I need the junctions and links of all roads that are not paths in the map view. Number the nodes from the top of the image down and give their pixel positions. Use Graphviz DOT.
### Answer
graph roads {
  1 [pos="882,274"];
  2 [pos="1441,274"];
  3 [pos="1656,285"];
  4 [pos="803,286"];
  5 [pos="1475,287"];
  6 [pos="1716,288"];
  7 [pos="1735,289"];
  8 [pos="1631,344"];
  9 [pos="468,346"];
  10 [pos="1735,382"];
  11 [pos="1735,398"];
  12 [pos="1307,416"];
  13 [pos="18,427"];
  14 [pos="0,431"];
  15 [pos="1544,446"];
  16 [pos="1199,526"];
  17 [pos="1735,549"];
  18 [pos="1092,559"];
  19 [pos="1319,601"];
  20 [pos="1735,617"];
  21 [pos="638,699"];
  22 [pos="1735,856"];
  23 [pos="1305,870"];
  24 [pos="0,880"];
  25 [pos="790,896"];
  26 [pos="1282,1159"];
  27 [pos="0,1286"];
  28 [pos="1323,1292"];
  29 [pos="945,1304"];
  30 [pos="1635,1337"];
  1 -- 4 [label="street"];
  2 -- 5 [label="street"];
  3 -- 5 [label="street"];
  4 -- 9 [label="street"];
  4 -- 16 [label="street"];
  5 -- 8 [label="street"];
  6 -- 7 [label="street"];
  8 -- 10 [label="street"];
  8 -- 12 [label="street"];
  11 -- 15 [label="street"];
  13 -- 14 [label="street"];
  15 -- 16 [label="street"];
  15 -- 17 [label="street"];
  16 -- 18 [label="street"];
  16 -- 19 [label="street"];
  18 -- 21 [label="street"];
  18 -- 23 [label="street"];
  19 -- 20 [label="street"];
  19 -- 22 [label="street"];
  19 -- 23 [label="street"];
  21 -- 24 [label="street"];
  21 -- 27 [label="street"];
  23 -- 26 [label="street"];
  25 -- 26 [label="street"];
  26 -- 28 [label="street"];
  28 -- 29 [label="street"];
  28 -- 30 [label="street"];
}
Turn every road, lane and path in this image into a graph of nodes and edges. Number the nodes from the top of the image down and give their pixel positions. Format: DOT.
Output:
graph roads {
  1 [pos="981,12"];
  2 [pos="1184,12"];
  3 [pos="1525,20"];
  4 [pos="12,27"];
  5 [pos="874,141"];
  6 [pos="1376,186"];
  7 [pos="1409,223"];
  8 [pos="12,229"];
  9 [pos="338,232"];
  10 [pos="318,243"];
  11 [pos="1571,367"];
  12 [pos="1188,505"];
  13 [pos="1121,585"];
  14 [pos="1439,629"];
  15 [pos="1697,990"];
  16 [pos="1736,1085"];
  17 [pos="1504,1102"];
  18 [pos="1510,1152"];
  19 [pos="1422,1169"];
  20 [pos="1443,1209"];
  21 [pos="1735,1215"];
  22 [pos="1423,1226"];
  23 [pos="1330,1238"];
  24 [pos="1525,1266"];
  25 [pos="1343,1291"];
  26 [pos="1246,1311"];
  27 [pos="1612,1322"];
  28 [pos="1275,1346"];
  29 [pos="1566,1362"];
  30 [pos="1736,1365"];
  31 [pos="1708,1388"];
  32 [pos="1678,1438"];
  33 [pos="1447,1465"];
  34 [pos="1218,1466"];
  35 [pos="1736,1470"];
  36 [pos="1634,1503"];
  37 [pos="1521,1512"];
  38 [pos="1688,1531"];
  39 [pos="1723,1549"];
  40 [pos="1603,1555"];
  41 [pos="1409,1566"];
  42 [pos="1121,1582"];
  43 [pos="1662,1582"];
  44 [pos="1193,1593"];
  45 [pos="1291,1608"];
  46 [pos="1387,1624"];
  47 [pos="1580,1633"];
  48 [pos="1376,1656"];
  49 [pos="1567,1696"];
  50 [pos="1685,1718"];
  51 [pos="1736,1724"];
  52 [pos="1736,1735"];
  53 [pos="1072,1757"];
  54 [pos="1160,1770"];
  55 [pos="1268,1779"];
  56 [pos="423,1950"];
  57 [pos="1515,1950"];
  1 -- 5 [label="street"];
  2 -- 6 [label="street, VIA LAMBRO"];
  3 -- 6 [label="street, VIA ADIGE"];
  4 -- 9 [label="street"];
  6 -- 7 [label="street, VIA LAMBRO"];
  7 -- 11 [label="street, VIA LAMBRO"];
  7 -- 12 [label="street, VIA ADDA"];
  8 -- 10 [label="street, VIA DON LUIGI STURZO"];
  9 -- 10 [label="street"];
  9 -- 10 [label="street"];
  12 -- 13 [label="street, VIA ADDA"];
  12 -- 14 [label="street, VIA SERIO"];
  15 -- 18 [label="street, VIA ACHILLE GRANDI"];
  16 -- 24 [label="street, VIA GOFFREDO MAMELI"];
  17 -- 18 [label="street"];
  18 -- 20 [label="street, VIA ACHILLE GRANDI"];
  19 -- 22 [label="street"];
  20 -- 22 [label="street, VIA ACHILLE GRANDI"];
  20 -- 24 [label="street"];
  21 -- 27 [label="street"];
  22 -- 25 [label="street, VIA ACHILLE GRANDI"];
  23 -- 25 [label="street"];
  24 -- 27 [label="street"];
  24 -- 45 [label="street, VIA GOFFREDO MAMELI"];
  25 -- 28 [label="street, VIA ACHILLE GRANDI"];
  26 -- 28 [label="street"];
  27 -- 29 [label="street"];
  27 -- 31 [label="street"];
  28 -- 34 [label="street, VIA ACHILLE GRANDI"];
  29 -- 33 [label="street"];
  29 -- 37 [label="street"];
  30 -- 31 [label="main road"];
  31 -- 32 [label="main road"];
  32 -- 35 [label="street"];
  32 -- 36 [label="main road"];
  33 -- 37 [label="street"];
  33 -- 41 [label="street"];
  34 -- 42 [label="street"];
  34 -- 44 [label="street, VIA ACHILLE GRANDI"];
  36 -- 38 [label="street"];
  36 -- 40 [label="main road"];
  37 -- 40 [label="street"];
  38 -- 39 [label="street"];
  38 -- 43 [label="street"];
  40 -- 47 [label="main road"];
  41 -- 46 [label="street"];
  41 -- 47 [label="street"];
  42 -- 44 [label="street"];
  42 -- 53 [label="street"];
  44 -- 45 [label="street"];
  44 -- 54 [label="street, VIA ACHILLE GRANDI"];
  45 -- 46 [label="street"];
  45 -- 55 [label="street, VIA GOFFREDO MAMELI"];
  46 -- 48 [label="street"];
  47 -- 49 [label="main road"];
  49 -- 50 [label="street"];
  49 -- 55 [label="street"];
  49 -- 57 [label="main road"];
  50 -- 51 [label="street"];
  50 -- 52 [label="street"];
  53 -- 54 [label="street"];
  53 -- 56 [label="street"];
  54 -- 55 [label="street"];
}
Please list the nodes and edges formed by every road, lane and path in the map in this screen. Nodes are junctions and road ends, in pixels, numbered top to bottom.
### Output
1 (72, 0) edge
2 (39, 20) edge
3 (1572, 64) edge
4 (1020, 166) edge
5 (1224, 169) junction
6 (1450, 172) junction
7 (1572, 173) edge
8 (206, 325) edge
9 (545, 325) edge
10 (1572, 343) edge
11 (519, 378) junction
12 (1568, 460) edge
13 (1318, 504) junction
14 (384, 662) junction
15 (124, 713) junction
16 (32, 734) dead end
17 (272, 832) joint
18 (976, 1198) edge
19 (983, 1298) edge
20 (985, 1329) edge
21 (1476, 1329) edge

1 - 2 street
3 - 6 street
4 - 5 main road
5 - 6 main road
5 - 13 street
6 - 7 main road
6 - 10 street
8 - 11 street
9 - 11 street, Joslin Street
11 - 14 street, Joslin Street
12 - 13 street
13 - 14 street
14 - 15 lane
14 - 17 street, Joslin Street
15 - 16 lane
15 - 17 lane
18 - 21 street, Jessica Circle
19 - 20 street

===

PROMPT
Every entry must appear in the answer, reproduced exactly.

TASK OUTPUT
I need the junctions and links of all roads that are not paths in the map view. Number the nodes from the top of the image down and give their pixel positions. Use Graphviz DOT.
### Answer
graph roads {
  1 [pos="882,274"];
  2 [pos="1441,274"];
  3 [pos="1656,285"];
  4 [pos="803,286"];
  5 [pos="1475,287"];
  6 [pos="1716,288"];
  7 [pos="1735,289"];
  8 [pos="1631,344"];
  9 [pos="468,346"];
  10 [pos="1735,382"];
  11 [pos="1735,398"];
  12 [pos="1307,416"];
  13 [pos="18,427"];
  14 [pos="0,431"];
  15 [pos="1544,446"];
  16 [pos="1199,526"];
  17 [pos="1735,549"];
  18 [pos="1092,559"];
  19 [pos="1319,601"];
  20 [pos="1735,617"];
  21 [pos="638,699"];
  22 [pos="1735,856"];
  23 [pos="1305,870"];
  24 [pos="0,880"];
  25 [pos="790,896"];
  26 [pos="1282,1159"];
  27 [pos="0,1286"];
  28 [pos="1323,1292"];
  29 [pos="945,1304"];
  30 [pos="1635,1337"];
  1 -- 4 [label="street"];
  2 -- 5 [label="street"];
  3 -- 5 [label="street"];
  4 -- 9 [label="street"];
  4 -- 16 [label="street"];
  5 -- 8 [label="street"];
  6 -- 7 [label="street"];
  8 -- 10 [label="street"];
  8 -- 12 [label="street"];
  11 -- 15 [label="street"];
  13 -- 14 [label="street"];
  15 -- 16 [label="street"];
  15 -- 17 [label="street"];
  16 -- 18 [label="street"];
  16 -- 19 [label="street"];
  18 -- 21 [label="street"];
  18 -- 23 [label="street"];
  19 -- 20 [label="street"];
  19 -- 22 [label="street"];
  19 -- 23 [label="street"];
  21 -- 24 [label="street"];
  21 -- 27 [label="street"];
  23 -- 26 [label="street"];
  25 -- 26 [label="street"];
  26 -- 28 [label="street"];
  28 -- 29 [label="street"];
  28 -- 30 [label="street"];
}
Turn every road, lane and path in this image into a graph of nodes and edges. Number the nodes from the top of the image down and give their pixel positions. Format: DOT.
Output:
graph roads {
  1 [pos="981,12"];
  2 [pos="1184,12"];
  3 [pos="1525,20"];
  4 [pos="12,27"];
  5 [pos="874,141"];
  6 [pos="1376,186"];
  7 [pos="1409,223"];
  8 [pos="12,229"];
  9 [pos="338,232"];
  10 [pos="318,243"];
  11 [pos="1571,367"];
  12 [pos="1188,505"];
  13 [pos="1121,585"];
  14 [pos="1439,629"];
  15 [pos="1697,990"];
  16 [pos="1736,1085"];
  17 [pos="1504,1102"];
  18 [pos="1510,1152"];
  19 [pos="1422,1169"];
  20 [pos="1443,1209"];
  21 [pos="1735,1215"];
  22 [pos="1423,1226"];
  23 [pos="1330,1238"];
  24 [pos="1525,1266"];
  25 [pos="1343,1291"];
  26 [pos="1246,1311"];
  27 [pos="1612,1322"];
  28 [pos="1275,1346"];
  29 [pos="1566,1362"];
  30 [pos="1736,1365"];
  31 [pos="1708,1388"];
  32 [pos="1678,1438"];
  33 [pos="1447,1465"];
  34 [pos="1218,1466"];
  35 [pos="1736,1470"];
  36 [pos="1634,1503"];
  37 [pos="1521,1512"];
  38 [pos="1688,1531"];
  39 [pos="1723,1549"];
  40 [pos="1603,1555"];
  41 [pos="1409,1566"];
  42 [pos="1121,1582"];
  43 [pos="1662,1582"];
  44 [pos="1193,1593"];
  45 [pos="1291,1608"];
  46 [pos="1387,1624"];
  47 [pos="1580,1633"];
  48 [pos="1376,1656"];
  49 [pos="1567,1696"];
  50 [pos="1685,1718"];
  51 [pos="1736,1724"];
  52 [pos="1736,1735"];
  53 [pos="1072,1757"];
  54 [pos="1160,1770"];
  55 [pos="1268,1779"];
  56 [pos="423,1950"];
  57 [pos="1515,1950"];
  1 -- 5 [label="street"];
  2 -- 6 [label="street, VIA LAMBRO"];
  3 -- 6 [label="street, VIA ADIGE"];
  4 -- 9 [label="street"];
  6 -- 7 [label="street, VIA LAMBRO"];
  7 -- 11 [label="street, VIA LAMBRO"];
  7 -- 12 [label="street, VIA ADDA"];
  8 -- 10 [label="street, VIA DON LUIGI STURZO"];
  9 -- 10 [label="street"];
  9 -- 10 [label="street"];
  12 -- 13 [label="street, VIA ADDA"];
  12 -- 14 [label="street, VIA SERIO"];
  15 -- 18 [label="street, VIA ACHILLE GRANDI"];
  16 -- 24 [label="street, VIA GOFFREDO MAMELI"];
  17 -- 18 [label="street"];
  18 -- 20 [label="street, VIA ACHILLE GRANDI"];
  19 -- 22 [label="street"];
  20 -- 22 [label="street, VIA ACHILLE GRANDI"];
  20 -- 24 [label="street"];
  21 -- 27 [label="street"];
  22 -- 25 [label="street, VIA ACHILLE GRANDI"];
  23 -- 25 [label="street"];
  24 -- 27 [label="street"];
  24 -- 45 [label="street, VIA GOFFREDO MAMELI"];
  25 -- 28 [label="street, VIA ACHILLE GRANDI"];
  26 -- 28 [label="street"];
  27 -- 29 [label="street"];
  27 -- 31 [label="street"];
  28 -- 34 [label="street, VIA ACHILLE GRANDI"];
  29 -- 33 [label="street"];
  29 -- 37 [label="street"];
  30 -- 31 [label="main road"];
  31 -- 32 [label="main road"];
  32 -- 35 [label="street"];
  32 -- 36 [label="main road"];
  33 -- 37 [label="street"];
  33 -- 41 [label="street"];
  34 -- 42 [label="street"];
  34 -- 44 [label="street, VIA ACHILLE GRANDI"];
  36 -- 38 [label="street"];
  36 -- 40 [label="main road"];
  37 -- 40 [label="street"];
  38 -- 39 [label="street"];
  38 -- 43 [label="street"];
  40 -- 47 [label="main road"];
  41 -- 46 [label="street"];
  41 -- 47 [label="street"];
  42 -- 44 [label="street"];
  42 -- 53 [label="street"];
  44 -- 45 [label="street"];
  44 -- 54 [label="street, VIA ACHILLE GRANDI"];
  45 -- 46 [label="street"];
  45 -- 55 [label="street, VIA GOFFREDO MAMELI"];
  46 -- 48 [label="street"];
  47 -- 49 [label="main road"];
  49 -- 50 [label="street"];
  49 -- 55 [label="street"];
  49 -- 57 [label="main road"];
  50 -- 51 [label="street"];
  50 -- 52 [label="street"];
  53 -- 54 [label="street"];
  53 -- 56 [label="street"];
  54 -- 55 [label="street"];
}
Please list the nodes and edges formed by every road, lane and path in the map in this screen. Nodes are junctions and road ends, in pixels, numbered top to bottom.
### Output
1 (72, 0) edge
2 (39, 20) edge
3 (1572, 64) edge
4 (1020, 166) edge
5 (1224, 169) junction
6 (1450, 172) junction
7 (1572, 173) edge
8 (206, 325) edge
9 (545, 325) edge
10 (1572, 343) edge
11 (519, 378) junction
12 (1568, 460) edge
13 (1318, 504) junction
14 (384, 662) junction
15 (124, 713) junction
16 (32, 734) dead end
17 (272, 832) joint
18 (976, 1198) edge
19 (983, 1298) edge
20 (985, 1329) edge
21 (1476, 1329) edge

1 - 2 street
3 - 6 street
4 - 5 main road
5 - 6 main road
5 - 13 street
6 - 7 main road
6 - 10 street
8 - 11 street
9 - 11 street, Joslin Street
11 - 14 street, Joslin Street
12 - 13 street
13 - 14 street
14 - 15 lane
14 - 17 street, Joslin Street
15 - 16 lane
15 - 17 lane
18 - 21 street, Jessica Circle
19 - 20 street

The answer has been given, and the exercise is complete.